The volume of sales increased over the month of April, with Euro 6 vehicles making up over 75% of the total.

Average age was down 1.3 months to 51.9 months, whilst average mileage reduced by 6.5% to just over 68,500 miles. Their average selling price was £9,950, up £125 on March.

Used electric vans made up nearly 1.4% of all sales at auction, down 0.3% on March.

The average age of these vehicles was 70.3 months (up 9.9 months) and average mileage was just over 41,725 miles.

The average selling price for electric vans was down over £800 on March at just under £4,200. Euro 5 stock made up the remaining 21.4% of sales, down 3.7% on the previous period.

April in detail

The volume of sales increased by nearly 3.7% over the month, with average sales prices increasing by 4.3% over the month. This figure though was still 13.7% below April 2023 price levels.

Sales price increases were helped by the average age of the sold stock which fell over the month from 78.9 months to 73.9 months. This figure was also 8.2 months lower than twelve months ago.

Average mileage also dropped nearly 6% over the month from 81,045 miles to 76,226 miles. This figure was nearly 8% lower than April 2023.

More medium vans were sold at auction than any other vehicle type, accounting for 35.6% of all auction sales. Large vans accounted for 26.4% and small vans 25.8%.

Volumes of 4×4 stock sold accounted for only 12% of all sales but attracted the strongest average sales price of £12,814 (up £561 – Mar 2024).

Large vans covered more distance than any other type of stock at an average of 80,267 miles.
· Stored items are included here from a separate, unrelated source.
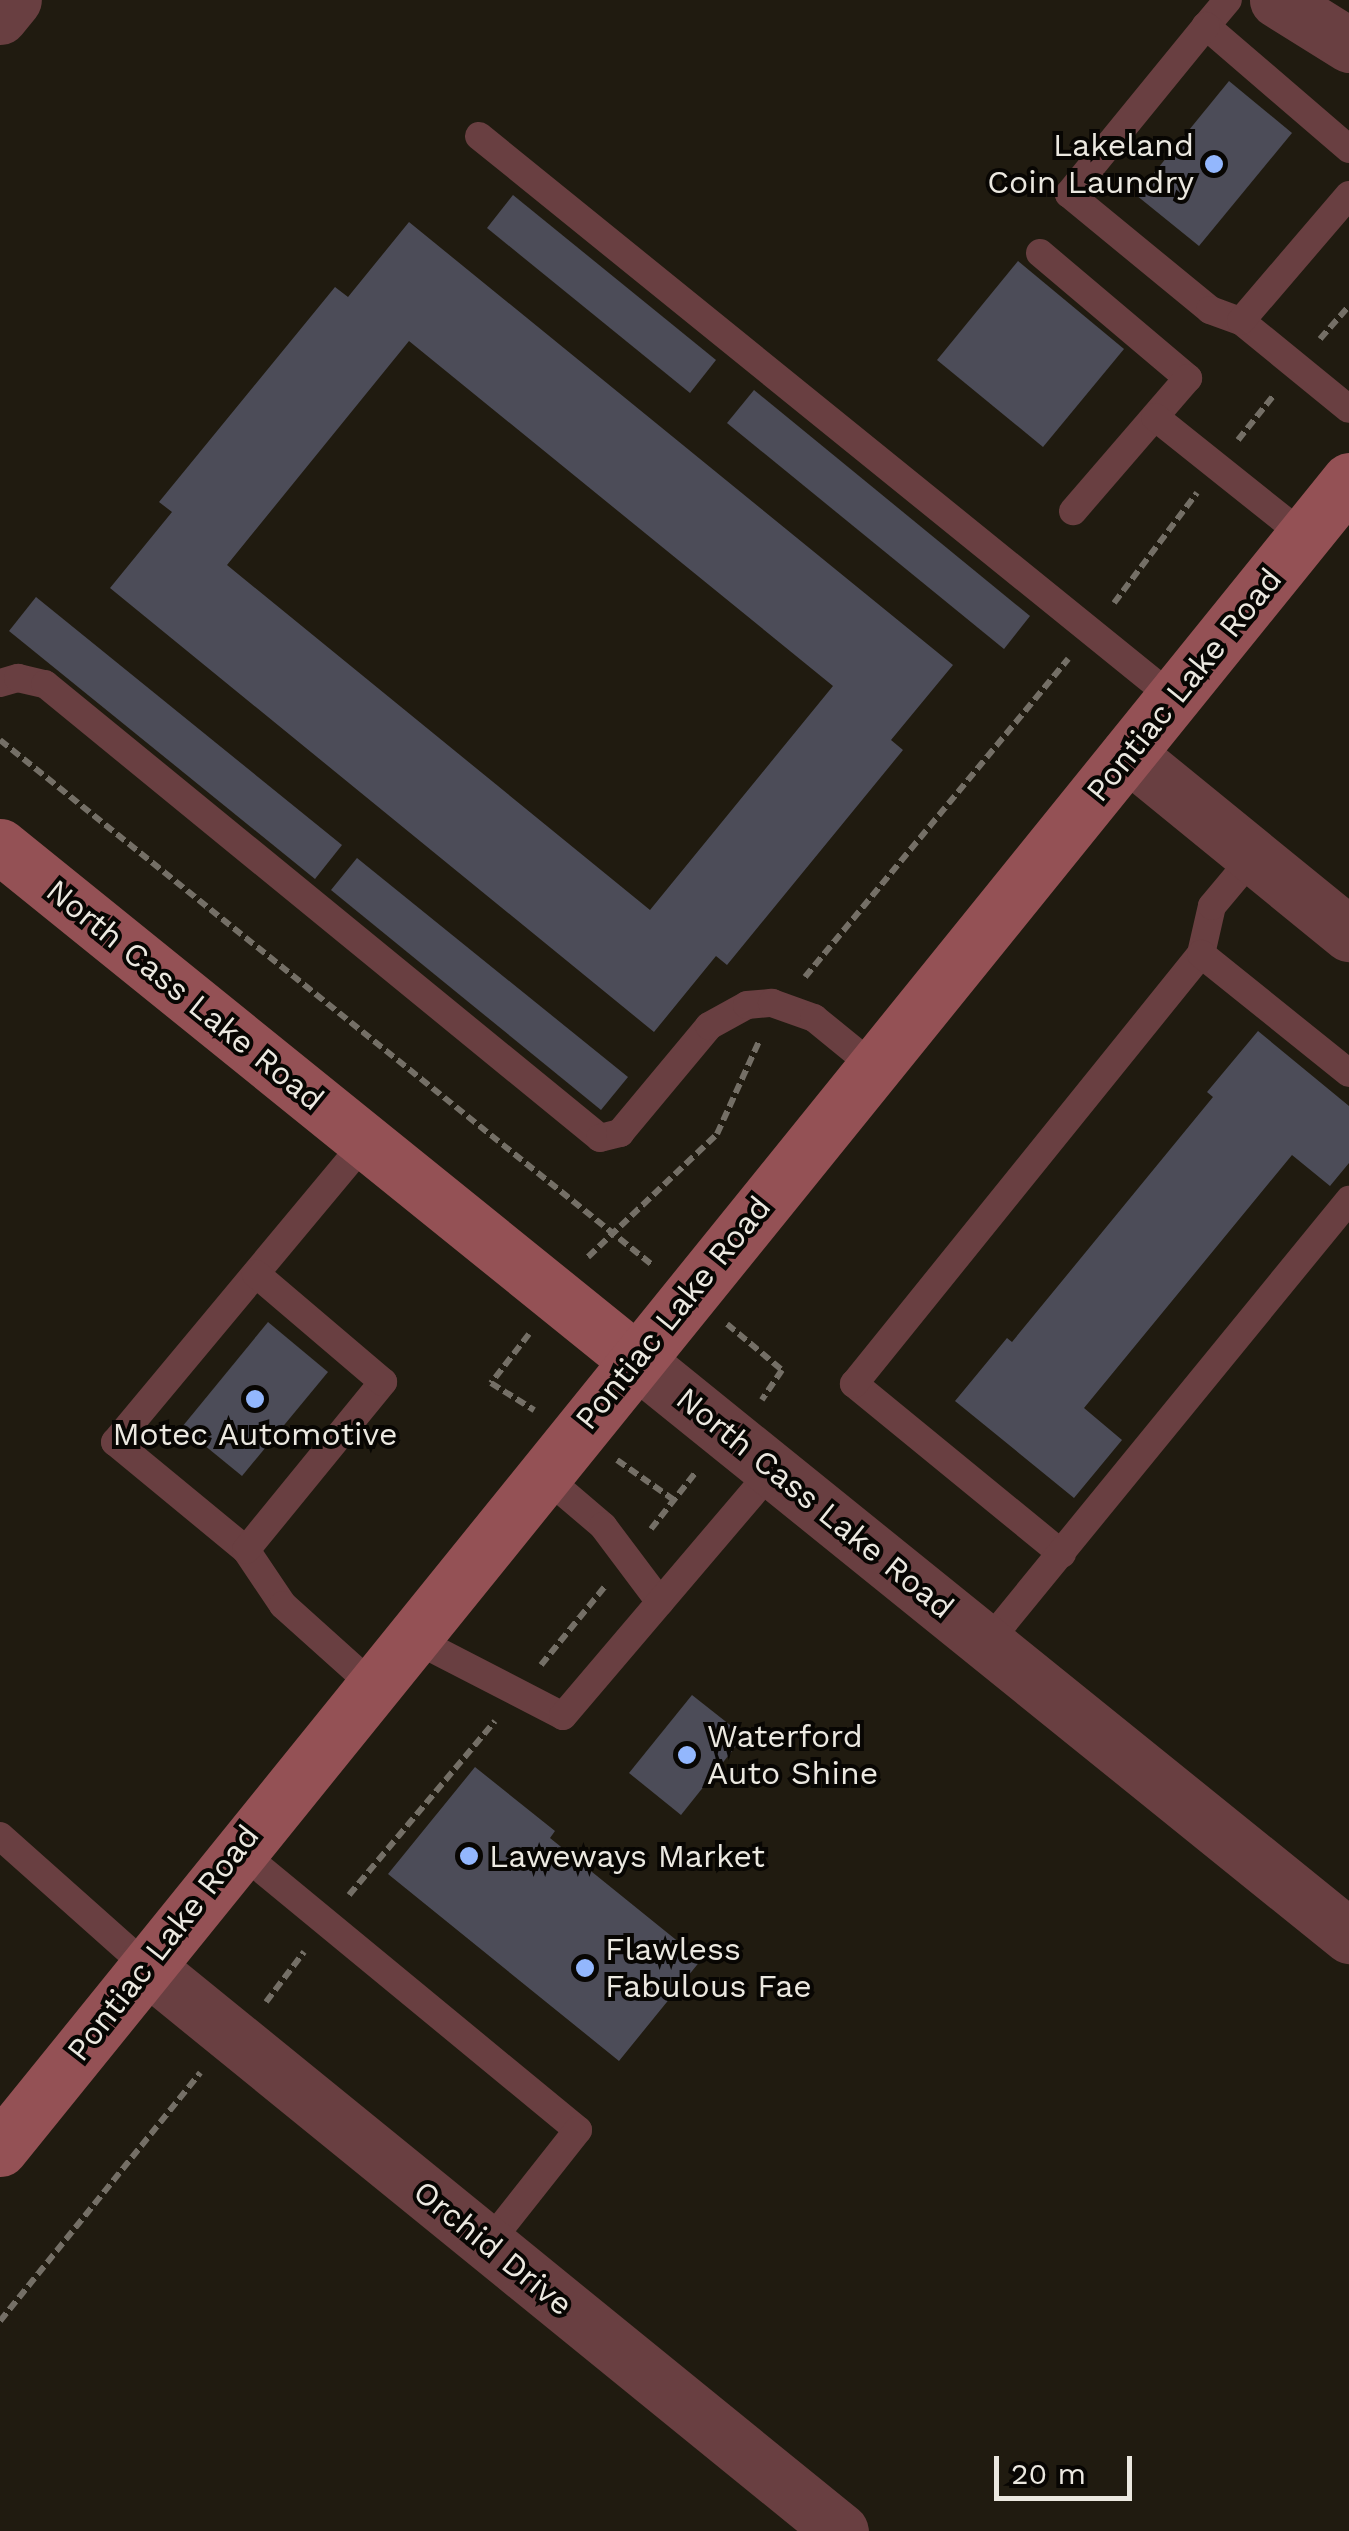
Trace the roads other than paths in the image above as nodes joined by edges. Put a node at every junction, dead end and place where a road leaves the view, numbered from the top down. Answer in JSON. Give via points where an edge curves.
{"nodes":[{"id":1,"x":14,"y":0,"type":"edge"},
{"id":2,"x":1228,"y":0,"type":"edge"},
{"id":3,"x":0,"y":17,"type":"edge"},
{"id":4,"x":1206,"y":26,"type":"junction"},
{"id":5,"x":479,"y":136,"type":"dead end"},
{"id":6,"x":1349,"y":149,"type":"edge"},
{"id":7,"x":1349,"y":195,"type":"edge"},
{"id":8,"x":1040,"y":252,"type":"dead end"},
{"id":9,"x":1241,"y":321,"type":"junction"},
{"id":10,"x":1349,"y":410,"type":"edge"},
{"id":11,"x":1155,"y":417,"type":"junction"},
{"id":12,"x":1349,"y":480,"type":"edge"},
{"id":13,"x":1074,"y":511,"type":"dead end"},
{"id":14,"x":1304,"y":536,"type":"junction"},
{"id":15,"x":0,"y":683,"type":"edge"},
{"id":16,"x":1172,"y":698,"type":"junction"},
{"id":17,"x":1128,"y":754,"type":"junction"},
{"id":18,"x":0,"y":846,"type":"edge"},
{"id":19,"x":1254,"y":856,"type":"junction"},
{"id":20,"x":1349,"y":934,"type":"edge"},
{"id":21,"x":1201,"y":954,"type":"junction"},
{"id":22,"x":874,"y":1067,"type":"junction"},
{"id":23,"x":1349,"y":1073,"type":"edge"},
{"id":24,"x":366,"y":1140,"type":"junction"},
{"id":25,"x":1349,"y":1200,"type":"edge"},
{"id":26,"x":256,"y":1274,"type":"junction"},
{"id":27,"x":636,"y":1360,"type":"junction"},
{"id":28,"x":773,"y":1470,"type":"junction"},
{"id":29,"x":542,"y":1474,"type":"junction"},
{"id":30,"x":246,"y":1550,"type":"junction"},
{"id":31,"x":1062,"y":1554,"type":"junction"},
{"id":32,"x":660,"y":1602,"type":"junction"},
{"id":33,"x":410,"y":1637,"type":"junction"},
{"id":34,"x":988,"y":1642,"type":"junction"},
{"id":35,"x":372,"y":1684,"type":"junction"},
{"id":36,"x":0,"y":1836,"type":"edge"},
{"id":37,"x":237,"y":1849,"type":"junction"},
{"id":38,"x":1349,"y":1936,"type":"edge"},
{"id":39,"x":145,"y":1965,"type":"junction"},
{"id":40,"x":0,"y":2149,"type":"edge"},
{"id":41,"x":488,"y":2244,"type":"junction"},
{"id":42,"x":841,"y":2531,"type":"edge"}],
"edges":[{"from":1,"to":3,"type":"street"},
{"from":2,"to":4,"type":"lane"},
{"from":4,"to":6,"type":"lane"},
{"from":4,"to":9,"type":"lane","via":[[1068,194],[1210,310]]},
{"from":5,"to":16,"type":"lane"},
{"from":7,"to":9,"type":"lane"},
{"from":8,"to":11,"type":"lane","via":[[1188,378]]},
{"from":9,"to":10,"type":"lane"},
{"from":11,"to":13,"type":"lane"},
{"from":11,"to":14,"type":"lane"},
{"from":12,"to":14,"type":"main road","name":"Pontiac Lake Road"},
{"from":14,"to":16,"type":"main road","name":"Pontiac Lake Road"},
{"from":15,"to":22,"type":"lane","via":[[18,678],[44,684],[600,1138],[620,1133],[720,1016],[760,1003],[814,1018]]},
{"from":16,"to":17,"type":"main road","name":"Pontiac Lake Road"},
{"from":17,"to":19,"type":"street"},
{"from":17,"to":22,"type":"main road","name":"Pontiac Lake Road"},
{"from":18,"to":24,"type":"main road","name":"North Cass Lake Road"},
{"from":19,"to":20,"type":"street"},
{"from":19,"to":21,"type":"lane","via":[[1212,906]]},
{"from":21,"to":23,"type":"lane"},
{"from":21,"to":31,"type":"lane","via":[[854,1384]]},
{"from":22,"to":27,"type":"main road","name":"Pontiac Lake Road"},
{"from":24,"to":26,"type":"lane"},
{"from":24,"to":27,"type":"main road","name":"North Cass Lake Road"},
{"from":25,"to":31,"type":"lane"},
{"from":26,"to":30,"type":"lane","via":[[383,1382]]},
{"from":26,"to":30,"type":"lane","via":[[115,1442]]},
{"from":27,"to":28,"type":"street","name":"North Cass Lake Road"},
{"from":27,"to":29,"type":"main road","name":"Pontiac Lake Road"},
{"from":28,"to":32,"type":"lane"},
{"from":28,"to":34,"type":"street","name":"North Cass Lake Road"},
{"from":29,"to":32,"type":"lane","via":[[603,1526]]},
{"from":29,"to":33,"type":"main road","name":"Pontiac Lake Road"},
{"from":30,"to":35,"type":"lane","via":[[283,1604]]},
{"from":31,"to":34,"type":"lane"},
{"from":32,"to":33,"type":"lane","via":[[563,1716]]},
{"from":33,"to":35,"type":"main road","name":"Pontiac Lake Road"},
{"from":34,"to":38,"type":"street","name":"North Cass Lake Road"},
{"from":35,"to":37,"type":"main road","name":"Pontiac Lake Road"},
{"from":36,"to":39,"type":"lane"},
{"from":37,"to":39,"type":"main road","name":"Pontiac Lake Road"},
{"from":37,"to":41,"type":"lane","via":[[578,2130]]},
{"from":39,"to":40,"type":"main road","name":"Pontiac Lake Road"},
{"from":39,"to":41,"type":"street","name":"Orchid Drive"},
{"from":41,"to":42,"type":"street","name":"Orchid Drive"}]}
This was down 4,961 miles on March and over 2,150 miles lower than in April 2023.

First-time conversion rates for April reduced by 3.7% to 72.7% overall and sat 10.2% lower than 12 months ago.

Broken down, the best conversion rates were achieved in the small panel van sector at 79.4% (up 0.2% on March), whilst a conversion rate of 69.6% (down 6.4%) in the medium van sector returned the lowest.

Used vehicles observed for sale in the retail market last month increased by 2.5% to just over 44,450 units. Of these, 94.2% were diesel and 3.6% were BEVs. 42% of all vehicles on sale were valued at £20,000 or more, while 38% were on sale for between £20,000 and £10,000.

At the lower end of the market, those vehicles on sale in the £10,000 to £5,000 price bracket made up 15.7% of the overall market, whilst 4.3% were on sale for less than £5,000.

The average age of these vehicles fell from 57 months to 55 months, whilst average mileage reduced by 2.3% over the month to just over 58,400 miles.